DEEP-TIME GEOBIOLOGY FROM THE PERSPECTIVE OF ANIMAL-SUBSTRATE INTERACTIONS (Invited Presentation)

Animal-substrate interactions are the scope of ichnology. The fact that trace fossils can be seen as evidence of behavior, and behavior is strongly affected by environmental factors make them powerful tools in paleoenvironmental reconstructions. This has been key in the success of ichnology in sedimentary geology through refinements of a wide spectrum of facies models that are now part of the current paradigm in this field. However, the downside of this perspective is that the activity of animals is seen under this light as completely subordinated to the environment. The explanatory arrow only goes from the environment to the organisms: abiotic factors dictate the fate of the living world. This view of ichnology has been changing in the last couple of decades essentially as a result of the convergence of two lines of thought: marine benthic ecology through the prism of niche construction and ecosystem engineering, and deep-time geobiology, through the understanding that the geosphere and the biosphere co-evolve.
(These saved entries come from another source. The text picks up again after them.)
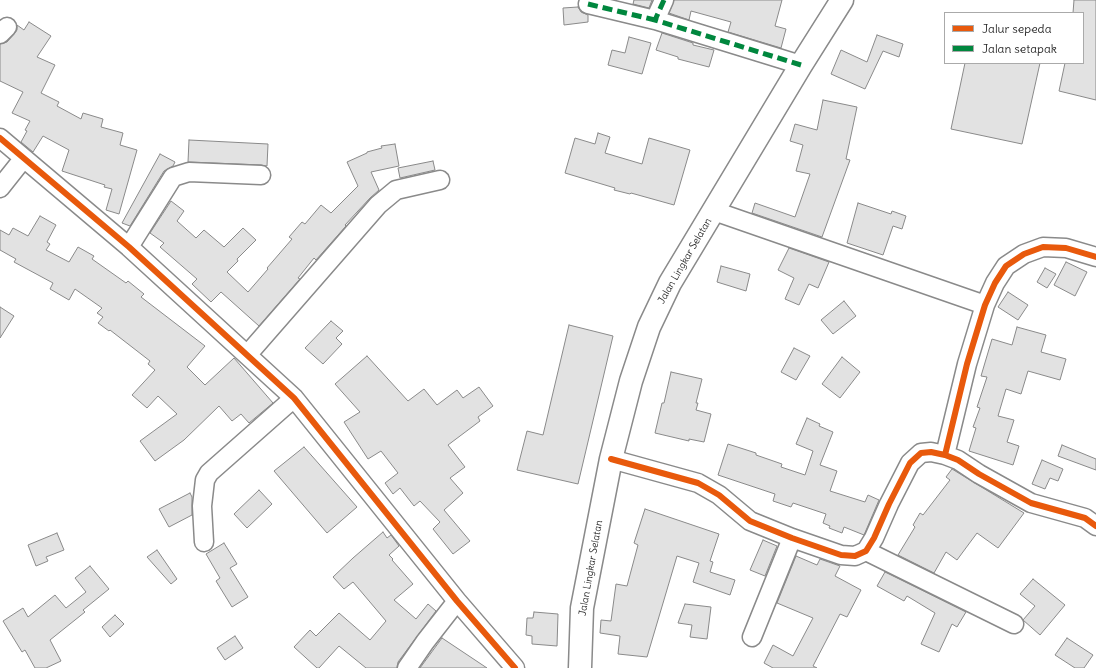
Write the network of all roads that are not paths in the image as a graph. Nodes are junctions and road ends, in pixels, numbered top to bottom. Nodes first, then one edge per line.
1 (664, 0) edge
2 (842, 0) edge
3 (588, 4) dead end
4 (655, 20) junction
5 (801, 65) junction
6 (0, 138) edge
7 (23, 158) junction
8 (261, 175) dead end
9 (440, 180) dead end
10 (0, 188) edge
11 (714, 211) junction
12 (128, 247) junction
13 (1096, 257) edge
14 (985, 305) junction
15 (248, 354) junction
16 (294, 398) junction
17 (945, 455) junction
18 (612, 460) junction
19 (1096, 526) edge
20 (792, 538) junction
21 (204, 542) dead end
22 (866, 551) junction
23 (457, 601) junction
24 (1014, 624) dead end
25 (752, 637) dead end
26 (407, 668) edge
27 (516, 668) edge
28 (580, 668) edge

1 - 4 street
2 - 5 highway, Jalan Lingkar Selatan
3 - 4 street
4 - 5 street
5 - 11 highway, Jalan Lingkar Selatan
6 - 7 street
7 - 10 street
7 - 12 street
8 - 12 street
9 - 15 street
11 - 14 street
11 - 18 highway, Jalan Lingkar Selatan
12 - 15 street
13 - 14 street
14 - 17 street
15 - 16 street
16 - 21 street
16 - 23 street
17 - 19 street
17 - 22 street
18 - 20 street
18 - 28 highway, Jalan Lingkar Selatan
20 - 22 street
20 - 25 street
22 - 24 street
23 - 26 street
23 - 27 street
Looking at bioturbation as the product of organisms that are active players at the ecologic stage has resulted in the reversal of the explanatory arrow. In this emerging perspective, organisms are no longer simply reacting to stressors: they are actively modifying and recreating their own environment. These recent developments require a re-reading of the trace-fossil record seen as a source of hard data that provides the empirical support to models evaluating bioturbation as a driving force in ecosystem re-structuring and as a key factor in geobiological cycles. This implies using the rich ichnologic toolbox across a broad spectrum of scales, which include not only bioturbation index but also ichnodiversity, ichnodisparity, ichnocoenosis, multidimensional ecospace and ecosystem engineering cubes, spindle diagrams, and movement ecology to tackle a diversity of questions at different scales of analysis. The application of these conceptual and methodological frameworks has illuminated in recent years our understanding of breakthroughs in the history of life, including Paleozoic terrestrialization, evolutionary radiations, and mass extinctions.